Субботнее странное
Автор: Влада ДятловаЯ, как Любава, фасоль сегодня не лущу. Уже кем-то полущена — я только замочила на борщ. Готовлю, убираю, работаю маленько: ученики отвлекают от всяких грустных мыслей, вопросы задают иногда такие, что с кондачка не ответишь. И вовсе не по теме английской грамматики, а про жизнь. Зубы заговаривают, чтобы я им своими «симплами» и «перфектами» не портила выходной. Собака, как Любавин верный Шуша, участвует во всем: особенно интересно, когда мясо режу, но и все остальное тоже, а «симплы-перфекты» навевают на нее сон. И она засыпает на диванчике рядом со мной и храпит, иногда приоткрывая глаз, контролируя, чтобы я от работы не отлынивала, и про жизнь правду говорила. И мне варить-убирать не хочется, а хочется странного: так чтоб вместо бульона, что-то в груди булькало, екало, и бабочки в животе. Но я ж взрослая девочка и знаю, что «то шкворчала ваша папироска» , а настоящая жизнь — вот она шкворчит и булькает. Но хочется летать и танцевать, как в сказке:
Сижу я на крылечке, фасоль лущу. А Шуша мне помогает. Я Шушей чудо прозвала, а оно не против, откликается. Шуша ласковый, смышлёный. Всё мне помочь норовит. А ежели не помогает, то либо в рукаве прячется, либо мух ловит. Он охотник знатный, может, и крыс бы ловил, только ростом не вышел. А мухи ему в самый раз. Понятливый Шуша и смекалистый, я его даже дюжине слов обучила. А ещё страсть как любит, когда его хвалят, — аж урчит от удовольствия.
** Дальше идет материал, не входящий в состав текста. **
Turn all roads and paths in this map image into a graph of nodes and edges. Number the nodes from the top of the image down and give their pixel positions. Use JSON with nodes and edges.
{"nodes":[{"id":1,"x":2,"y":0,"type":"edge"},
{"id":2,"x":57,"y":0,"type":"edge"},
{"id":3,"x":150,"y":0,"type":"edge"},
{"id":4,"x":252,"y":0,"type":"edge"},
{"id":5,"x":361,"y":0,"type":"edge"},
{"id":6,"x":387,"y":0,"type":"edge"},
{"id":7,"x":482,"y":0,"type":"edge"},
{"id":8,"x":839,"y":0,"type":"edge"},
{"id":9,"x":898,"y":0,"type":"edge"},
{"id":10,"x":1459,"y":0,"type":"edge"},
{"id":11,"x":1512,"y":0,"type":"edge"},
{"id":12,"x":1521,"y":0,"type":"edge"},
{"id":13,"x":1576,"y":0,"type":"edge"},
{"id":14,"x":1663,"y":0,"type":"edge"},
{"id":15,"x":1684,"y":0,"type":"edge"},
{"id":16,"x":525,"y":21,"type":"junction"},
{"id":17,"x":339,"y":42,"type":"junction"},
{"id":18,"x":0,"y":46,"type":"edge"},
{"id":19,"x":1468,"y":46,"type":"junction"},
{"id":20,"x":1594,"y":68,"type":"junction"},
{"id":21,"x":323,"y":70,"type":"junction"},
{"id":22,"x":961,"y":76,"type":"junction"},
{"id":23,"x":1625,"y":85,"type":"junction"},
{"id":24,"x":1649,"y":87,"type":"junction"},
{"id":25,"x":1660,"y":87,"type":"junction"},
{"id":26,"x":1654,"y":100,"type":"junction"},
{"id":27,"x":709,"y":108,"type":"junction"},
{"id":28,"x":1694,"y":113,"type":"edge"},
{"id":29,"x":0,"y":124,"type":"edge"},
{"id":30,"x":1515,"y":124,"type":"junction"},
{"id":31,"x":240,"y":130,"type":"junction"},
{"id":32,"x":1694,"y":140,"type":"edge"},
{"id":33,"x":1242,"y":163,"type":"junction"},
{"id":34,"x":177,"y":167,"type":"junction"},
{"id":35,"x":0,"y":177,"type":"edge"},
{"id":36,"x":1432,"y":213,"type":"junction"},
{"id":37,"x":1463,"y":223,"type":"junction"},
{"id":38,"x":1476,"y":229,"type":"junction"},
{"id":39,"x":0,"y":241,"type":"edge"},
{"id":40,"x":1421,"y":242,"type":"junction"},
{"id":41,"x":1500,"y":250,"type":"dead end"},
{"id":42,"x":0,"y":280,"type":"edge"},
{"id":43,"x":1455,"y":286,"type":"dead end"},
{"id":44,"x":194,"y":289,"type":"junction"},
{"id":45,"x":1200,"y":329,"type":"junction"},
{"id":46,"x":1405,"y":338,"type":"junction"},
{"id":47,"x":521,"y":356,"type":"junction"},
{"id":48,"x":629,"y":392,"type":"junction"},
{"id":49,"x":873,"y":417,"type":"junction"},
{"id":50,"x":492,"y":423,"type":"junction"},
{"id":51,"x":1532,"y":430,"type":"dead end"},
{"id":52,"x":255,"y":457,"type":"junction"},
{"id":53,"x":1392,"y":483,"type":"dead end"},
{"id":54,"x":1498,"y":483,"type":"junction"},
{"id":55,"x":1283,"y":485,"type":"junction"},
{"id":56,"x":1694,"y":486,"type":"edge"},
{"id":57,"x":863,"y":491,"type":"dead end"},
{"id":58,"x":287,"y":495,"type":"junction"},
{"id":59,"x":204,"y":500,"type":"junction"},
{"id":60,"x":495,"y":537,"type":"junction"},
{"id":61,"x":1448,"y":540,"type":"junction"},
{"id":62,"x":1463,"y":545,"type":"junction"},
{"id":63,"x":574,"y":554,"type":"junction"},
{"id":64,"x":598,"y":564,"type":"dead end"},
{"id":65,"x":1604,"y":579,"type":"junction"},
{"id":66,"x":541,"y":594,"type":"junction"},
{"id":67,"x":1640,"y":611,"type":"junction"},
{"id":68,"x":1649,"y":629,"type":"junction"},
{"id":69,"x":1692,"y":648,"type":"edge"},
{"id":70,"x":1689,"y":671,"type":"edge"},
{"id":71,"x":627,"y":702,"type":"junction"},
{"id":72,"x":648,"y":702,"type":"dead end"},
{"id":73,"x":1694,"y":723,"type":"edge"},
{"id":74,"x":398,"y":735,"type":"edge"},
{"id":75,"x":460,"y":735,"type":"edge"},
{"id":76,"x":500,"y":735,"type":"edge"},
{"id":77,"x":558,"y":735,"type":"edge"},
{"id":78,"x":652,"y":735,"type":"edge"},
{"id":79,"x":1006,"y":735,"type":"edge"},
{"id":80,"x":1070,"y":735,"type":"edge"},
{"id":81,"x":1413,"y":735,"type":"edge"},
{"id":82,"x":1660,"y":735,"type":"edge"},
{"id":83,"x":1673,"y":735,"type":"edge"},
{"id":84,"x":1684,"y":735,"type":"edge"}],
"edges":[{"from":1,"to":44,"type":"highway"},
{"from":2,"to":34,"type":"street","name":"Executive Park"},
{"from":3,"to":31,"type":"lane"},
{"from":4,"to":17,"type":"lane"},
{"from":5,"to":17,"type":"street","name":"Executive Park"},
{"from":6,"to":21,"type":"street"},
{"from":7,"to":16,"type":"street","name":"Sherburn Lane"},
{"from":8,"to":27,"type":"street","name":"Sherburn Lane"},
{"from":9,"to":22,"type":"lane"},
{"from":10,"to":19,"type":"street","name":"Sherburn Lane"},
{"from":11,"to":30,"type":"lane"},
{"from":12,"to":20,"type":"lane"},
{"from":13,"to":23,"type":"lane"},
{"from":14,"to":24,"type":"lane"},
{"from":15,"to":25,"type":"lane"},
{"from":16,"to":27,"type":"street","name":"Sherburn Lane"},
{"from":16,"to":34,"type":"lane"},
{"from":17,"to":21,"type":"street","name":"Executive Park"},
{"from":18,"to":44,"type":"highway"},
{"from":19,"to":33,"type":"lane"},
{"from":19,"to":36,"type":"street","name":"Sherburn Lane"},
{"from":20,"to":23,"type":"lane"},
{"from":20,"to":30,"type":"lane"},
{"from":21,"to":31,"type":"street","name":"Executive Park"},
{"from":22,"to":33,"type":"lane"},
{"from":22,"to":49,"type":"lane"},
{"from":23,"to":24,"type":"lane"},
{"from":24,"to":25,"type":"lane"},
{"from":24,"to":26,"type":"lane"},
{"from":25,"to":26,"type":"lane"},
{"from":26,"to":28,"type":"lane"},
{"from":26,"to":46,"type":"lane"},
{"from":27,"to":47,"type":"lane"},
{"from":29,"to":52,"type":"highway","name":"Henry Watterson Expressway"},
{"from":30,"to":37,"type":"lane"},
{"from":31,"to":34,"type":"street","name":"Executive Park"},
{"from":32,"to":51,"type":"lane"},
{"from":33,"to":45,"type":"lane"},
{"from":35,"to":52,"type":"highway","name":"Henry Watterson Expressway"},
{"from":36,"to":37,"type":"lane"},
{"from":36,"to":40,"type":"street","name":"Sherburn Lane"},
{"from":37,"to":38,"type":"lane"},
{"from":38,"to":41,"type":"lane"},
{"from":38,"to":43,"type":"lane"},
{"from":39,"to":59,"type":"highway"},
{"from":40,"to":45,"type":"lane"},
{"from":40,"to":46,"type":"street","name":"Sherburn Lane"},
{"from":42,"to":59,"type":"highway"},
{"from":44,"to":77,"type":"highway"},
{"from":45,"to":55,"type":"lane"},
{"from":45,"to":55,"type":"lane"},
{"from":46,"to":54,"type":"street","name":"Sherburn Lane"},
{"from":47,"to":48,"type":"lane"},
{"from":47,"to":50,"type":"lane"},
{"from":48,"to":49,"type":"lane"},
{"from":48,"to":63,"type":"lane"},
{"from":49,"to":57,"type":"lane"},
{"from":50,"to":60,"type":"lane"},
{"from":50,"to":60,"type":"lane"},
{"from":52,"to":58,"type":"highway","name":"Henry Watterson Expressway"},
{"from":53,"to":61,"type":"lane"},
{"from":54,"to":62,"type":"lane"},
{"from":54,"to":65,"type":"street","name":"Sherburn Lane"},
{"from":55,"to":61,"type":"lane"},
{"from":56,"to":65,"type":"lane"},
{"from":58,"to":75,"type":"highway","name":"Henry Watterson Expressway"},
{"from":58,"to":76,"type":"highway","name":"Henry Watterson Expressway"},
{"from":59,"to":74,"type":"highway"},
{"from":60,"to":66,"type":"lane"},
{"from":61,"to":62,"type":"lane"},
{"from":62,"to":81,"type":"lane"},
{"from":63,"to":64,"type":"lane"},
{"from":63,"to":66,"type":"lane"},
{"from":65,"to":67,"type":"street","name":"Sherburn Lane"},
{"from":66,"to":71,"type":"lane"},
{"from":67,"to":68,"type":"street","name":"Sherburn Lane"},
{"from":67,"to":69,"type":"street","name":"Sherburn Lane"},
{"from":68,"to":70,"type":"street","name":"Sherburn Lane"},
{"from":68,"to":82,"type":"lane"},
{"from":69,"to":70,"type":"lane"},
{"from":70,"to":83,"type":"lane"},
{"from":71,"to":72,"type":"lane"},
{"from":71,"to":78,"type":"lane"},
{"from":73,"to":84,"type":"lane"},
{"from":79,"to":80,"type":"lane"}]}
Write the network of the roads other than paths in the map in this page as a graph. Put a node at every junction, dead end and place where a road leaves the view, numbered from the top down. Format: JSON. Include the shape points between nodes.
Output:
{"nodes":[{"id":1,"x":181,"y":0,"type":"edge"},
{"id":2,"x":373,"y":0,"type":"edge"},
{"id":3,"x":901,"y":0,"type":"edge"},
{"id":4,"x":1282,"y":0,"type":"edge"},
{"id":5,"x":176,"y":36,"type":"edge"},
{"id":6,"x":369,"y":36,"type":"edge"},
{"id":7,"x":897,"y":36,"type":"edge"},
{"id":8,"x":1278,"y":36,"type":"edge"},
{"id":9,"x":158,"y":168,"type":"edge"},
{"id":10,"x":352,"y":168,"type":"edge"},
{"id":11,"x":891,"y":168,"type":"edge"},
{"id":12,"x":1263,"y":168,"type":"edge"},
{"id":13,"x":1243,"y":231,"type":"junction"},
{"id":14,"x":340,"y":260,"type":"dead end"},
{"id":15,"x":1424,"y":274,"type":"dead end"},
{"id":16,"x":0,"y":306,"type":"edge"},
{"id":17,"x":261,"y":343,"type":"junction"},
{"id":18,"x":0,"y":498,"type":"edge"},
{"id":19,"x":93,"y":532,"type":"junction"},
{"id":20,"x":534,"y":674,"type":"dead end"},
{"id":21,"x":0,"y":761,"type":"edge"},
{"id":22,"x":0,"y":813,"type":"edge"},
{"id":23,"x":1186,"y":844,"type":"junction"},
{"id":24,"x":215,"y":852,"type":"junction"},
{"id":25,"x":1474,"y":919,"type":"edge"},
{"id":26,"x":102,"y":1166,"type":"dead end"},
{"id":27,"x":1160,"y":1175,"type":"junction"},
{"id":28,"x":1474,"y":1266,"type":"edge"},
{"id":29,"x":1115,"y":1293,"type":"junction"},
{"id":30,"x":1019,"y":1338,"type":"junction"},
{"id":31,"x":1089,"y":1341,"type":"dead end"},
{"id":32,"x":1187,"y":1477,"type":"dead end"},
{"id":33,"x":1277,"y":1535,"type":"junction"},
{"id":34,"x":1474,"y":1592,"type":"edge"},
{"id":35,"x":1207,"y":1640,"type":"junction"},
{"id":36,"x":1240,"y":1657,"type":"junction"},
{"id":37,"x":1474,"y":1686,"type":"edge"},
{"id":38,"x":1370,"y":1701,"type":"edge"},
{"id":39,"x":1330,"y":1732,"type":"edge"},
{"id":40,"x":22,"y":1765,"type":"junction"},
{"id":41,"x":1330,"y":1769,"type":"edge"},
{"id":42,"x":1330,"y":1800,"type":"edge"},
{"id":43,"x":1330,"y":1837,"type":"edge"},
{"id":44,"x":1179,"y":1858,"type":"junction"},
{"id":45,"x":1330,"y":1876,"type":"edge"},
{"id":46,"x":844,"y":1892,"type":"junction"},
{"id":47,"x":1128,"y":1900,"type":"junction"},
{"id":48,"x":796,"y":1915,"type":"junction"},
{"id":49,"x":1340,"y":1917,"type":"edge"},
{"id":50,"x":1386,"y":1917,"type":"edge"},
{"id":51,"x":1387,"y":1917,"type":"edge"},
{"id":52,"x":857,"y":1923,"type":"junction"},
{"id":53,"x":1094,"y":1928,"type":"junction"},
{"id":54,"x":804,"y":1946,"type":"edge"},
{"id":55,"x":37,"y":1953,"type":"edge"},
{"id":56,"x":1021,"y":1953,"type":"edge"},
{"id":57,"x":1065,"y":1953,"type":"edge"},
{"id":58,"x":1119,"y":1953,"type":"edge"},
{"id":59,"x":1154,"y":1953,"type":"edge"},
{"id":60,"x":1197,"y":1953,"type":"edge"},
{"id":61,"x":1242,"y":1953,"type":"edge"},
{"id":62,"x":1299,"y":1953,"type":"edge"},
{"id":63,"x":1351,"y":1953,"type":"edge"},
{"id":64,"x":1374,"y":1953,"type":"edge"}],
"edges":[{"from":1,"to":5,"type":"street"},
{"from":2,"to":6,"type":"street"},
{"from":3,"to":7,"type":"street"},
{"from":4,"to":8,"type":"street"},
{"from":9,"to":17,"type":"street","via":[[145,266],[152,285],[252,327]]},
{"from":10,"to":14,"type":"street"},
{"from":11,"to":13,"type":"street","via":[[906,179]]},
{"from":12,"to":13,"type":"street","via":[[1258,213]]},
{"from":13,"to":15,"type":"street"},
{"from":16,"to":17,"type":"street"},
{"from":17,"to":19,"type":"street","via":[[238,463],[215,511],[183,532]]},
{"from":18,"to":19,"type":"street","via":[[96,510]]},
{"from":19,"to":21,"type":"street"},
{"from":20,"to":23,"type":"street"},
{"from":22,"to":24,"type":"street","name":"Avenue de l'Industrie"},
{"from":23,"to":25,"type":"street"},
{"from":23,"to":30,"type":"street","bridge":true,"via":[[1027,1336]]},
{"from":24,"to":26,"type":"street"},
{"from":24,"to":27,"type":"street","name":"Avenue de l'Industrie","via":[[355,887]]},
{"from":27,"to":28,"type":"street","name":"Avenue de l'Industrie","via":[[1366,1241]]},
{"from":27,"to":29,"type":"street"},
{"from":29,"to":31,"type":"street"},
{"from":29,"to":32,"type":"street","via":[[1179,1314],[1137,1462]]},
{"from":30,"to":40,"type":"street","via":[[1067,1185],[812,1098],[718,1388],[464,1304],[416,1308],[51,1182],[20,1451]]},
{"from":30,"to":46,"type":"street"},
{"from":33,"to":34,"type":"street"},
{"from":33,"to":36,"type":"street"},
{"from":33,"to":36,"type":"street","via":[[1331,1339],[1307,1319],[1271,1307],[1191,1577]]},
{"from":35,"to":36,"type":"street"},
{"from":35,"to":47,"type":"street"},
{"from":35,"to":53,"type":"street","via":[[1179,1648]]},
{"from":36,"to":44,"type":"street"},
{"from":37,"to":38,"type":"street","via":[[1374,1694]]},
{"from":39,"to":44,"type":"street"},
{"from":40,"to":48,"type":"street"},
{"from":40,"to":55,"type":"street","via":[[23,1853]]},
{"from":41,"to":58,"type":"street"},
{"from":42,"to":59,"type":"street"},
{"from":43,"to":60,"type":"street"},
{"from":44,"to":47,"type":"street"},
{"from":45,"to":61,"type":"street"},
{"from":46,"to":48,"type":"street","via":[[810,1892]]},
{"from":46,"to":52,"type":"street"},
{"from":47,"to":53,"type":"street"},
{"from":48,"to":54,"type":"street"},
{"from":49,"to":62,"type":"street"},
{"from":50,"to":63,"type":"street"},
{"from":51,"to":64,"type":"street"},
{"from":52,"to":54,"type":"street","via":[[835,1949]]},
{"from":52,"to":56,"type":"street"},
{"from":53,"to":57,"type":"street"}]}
— Хороший Шуша? — спрашивает; а фасоли он налущил поболе моего, сам почти всё и сделал.
— Хороший, — отвечаю. — Умничка, Шуша!
Он ещё быстрей лущит:
— Пряника дашь?
— Дам, Шушенька, дам, помощничек!
— Шуша, значит? — спросил Черномор, выходя на крыльцо.
Ох, недолюбливает колдуна Шуша, да и боится порядком. Хотел Шуша в рукав мне юркнуть, как обычно, — да уж больно близко ко мне Черномор стоит. Взлетело чудо тогда, на резной наличник уселось — глазами поблескивает. Ревнует меня ко всем, и в рукаве спрятаться охота. Оно оттуда лишний раз не вылезет.
— Надо же! Говорят, он любую пропажу али дорогу отыскать может. Но сколько я ни бился, что только на нём ни испробовал — а толку чуть. Никакое слово его колдовское не берёт. Зато на всякие пакости горазд, всех извёл своими шутками. Ну, я обозлился и в бочонок его укупорил.
Шуша фыркнул на это обиженно и полетел над двором. Я встала, подол отряхнула и говорю тихонько Черномору:
— Его заставить нельзя. Зато он пряники медовые любит. За пряники что хошь сделает. А ещё на лесть и ласку падкий.
— Ох, Любава! — удивленно говорит Черномор. — К кому хочешь ключик подберёшь.
И смотрит так, что у меня щёки горят. Неловко мне на колдуна смотреть, так я на Шушу гляжу, что над двором, как стрекоза над прудом, летает:
— Ишь какой, будто гладью вышивает! Жаль, что люди не летают!
— Почему же? Колдуны могут.
— Эх, хоть бы разок попробовать!
— Только, чур, не кричать, от твоего голоса черепица с башни посыплется, — говорит. Шаг ко мне сделал, за талию приподнял — летим! Двор, колодец, травка пыльная в десяти локтях под ногами, ветер понёву треплет.
Вцепилась я в его плечи мёртвой хваткой.
— Не бойся, не упущу тебя, Любава Путятишна. Ну как оно — летать?
— Боязно, — честно призналась я.
— Это с непривычки, — усмехнулся он. — Опускать тебя, раз боязно?
Но я только головой покачала.
— Смелая ты, — и закружил меня в каком-то дивном танце. Как долго — не помню.
Опамятовала снова на дворовых плитах — сердце ёкает, голова кружится. И руки колдуна я так и не отпустила. Крепкие у него руки. Надёжные. И глаза не чёрные, как мне поначалу показалось, а тёмно-карие. Как багульниковый мёд. У нас этот мёд ещё называют пьяным. Если отведать такого мёда, голова будет кружиться, ноги дрожать, сердце холодеть. Вот прямо как у меня сейчас. Ой, не от полёта у меня в голове всё паморочилось. Пагуба моя, а не глаза!
Может еще одну сказку написать? Так не пишется, давно уже.
Ну, хоть пряников надо было купить, но сумка, которую я тащила и так уже неподъемная была.